What to do »
Please filter the data down to the lines that include the word "大阪市道上新庄生野線" and copy them.

Exercise materials »

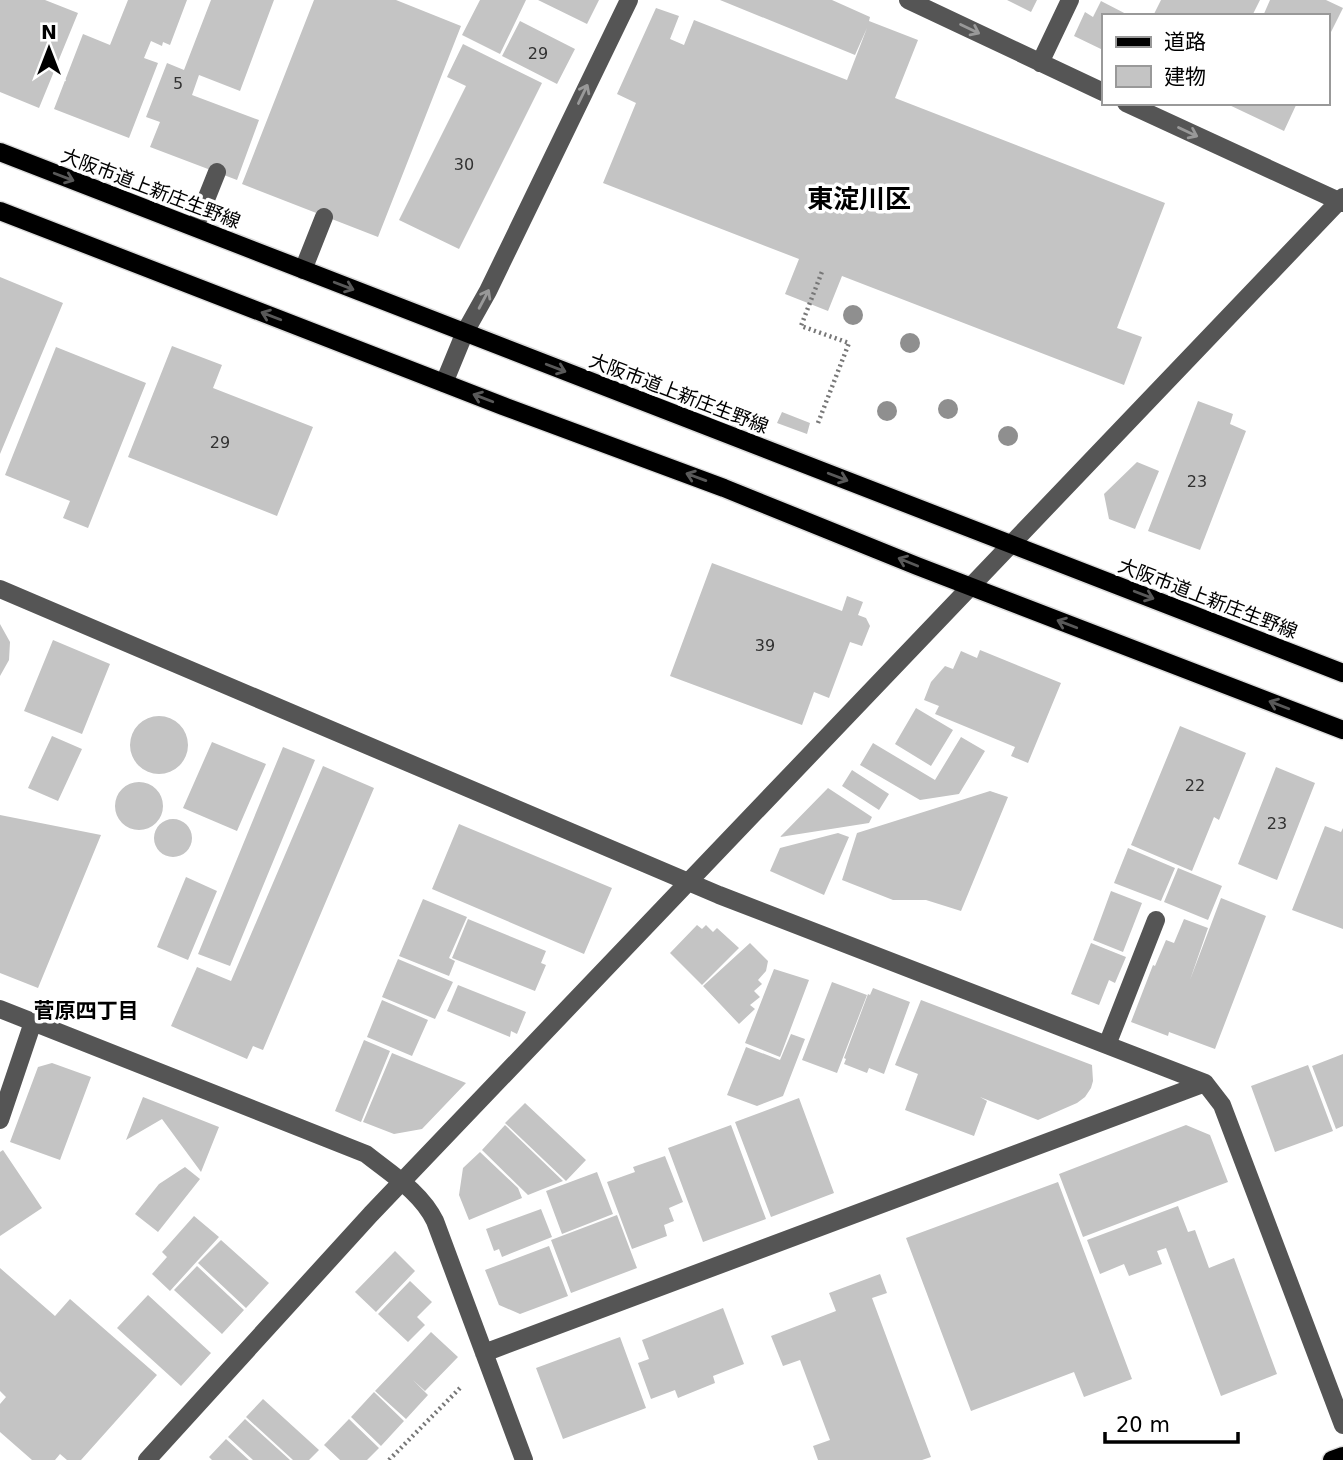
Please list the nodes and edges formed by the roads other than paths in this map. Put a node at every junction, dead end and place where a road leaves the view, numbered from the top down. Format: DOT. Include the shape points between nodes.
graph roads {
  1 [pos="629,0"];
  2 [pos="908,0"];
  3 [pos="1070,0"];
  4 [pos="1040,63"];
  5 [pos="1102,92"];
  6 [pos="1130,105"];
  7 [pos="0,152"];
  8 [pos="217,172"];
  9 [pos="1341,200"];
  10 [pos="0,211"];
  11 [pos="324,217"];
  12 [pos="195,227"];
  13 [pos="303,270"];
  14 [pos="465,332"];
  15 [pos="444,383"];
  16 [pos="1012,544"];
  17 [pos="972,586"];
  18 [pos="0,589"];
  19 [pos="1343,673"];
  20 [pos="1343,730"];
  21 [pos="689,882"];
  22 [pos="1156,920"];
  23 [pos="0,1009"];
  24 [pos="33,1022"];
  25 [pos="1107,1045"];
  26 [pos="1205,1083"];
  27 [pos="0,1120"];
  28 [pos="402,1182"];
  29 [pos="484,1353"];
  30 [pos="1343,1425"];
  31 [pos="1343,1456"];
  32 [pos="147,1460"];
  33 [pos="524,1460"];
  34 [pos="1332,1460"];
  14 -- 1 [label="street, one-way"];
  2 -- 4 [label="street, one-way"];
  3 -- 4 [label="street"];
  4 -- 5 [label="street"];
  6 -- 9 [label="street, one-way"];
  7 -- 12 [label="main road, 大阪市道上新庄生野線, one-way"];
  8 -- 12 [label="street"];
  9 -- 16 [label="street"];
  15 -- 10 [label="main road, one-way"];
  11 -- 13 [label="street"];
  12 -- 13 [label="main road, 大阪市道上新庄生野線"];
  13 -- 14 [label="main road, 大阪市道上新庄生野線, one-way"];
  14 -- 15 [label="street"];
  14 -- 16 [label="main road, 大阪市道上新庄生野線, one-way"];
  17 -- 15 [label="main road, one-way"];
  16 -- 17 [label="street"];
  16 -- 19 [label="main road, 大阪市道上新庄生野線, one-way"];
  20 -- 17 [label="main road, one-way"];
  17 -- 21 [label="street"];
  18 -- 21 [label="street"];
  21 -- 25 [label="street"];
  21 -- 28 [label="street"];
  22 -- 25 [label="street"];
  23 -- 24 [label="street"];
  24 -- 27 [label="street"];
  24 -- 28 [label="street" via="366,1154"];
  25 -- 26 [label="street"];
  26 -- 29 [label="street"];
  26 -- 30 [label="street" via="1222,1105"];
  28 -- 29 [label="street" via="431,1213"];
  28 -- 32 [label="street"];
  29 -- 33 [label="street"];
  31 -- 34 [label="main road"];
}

Solution to this task »
  7 -- 12 [label="main road, 大阪市道上新庄生野線, one-way"];
  12 -- 13 [label="main road, 大阪市道上新庄生野線"];
  13 -- 14 [label="main road, 大阪市道上新庄生野線, one-way"];
  14 -- 16 [label="main road, 大阪市道上新庄生野線, one-way"];
  16 -- 19 [label="main road, 大阪市道上新庄生野線, one-way"];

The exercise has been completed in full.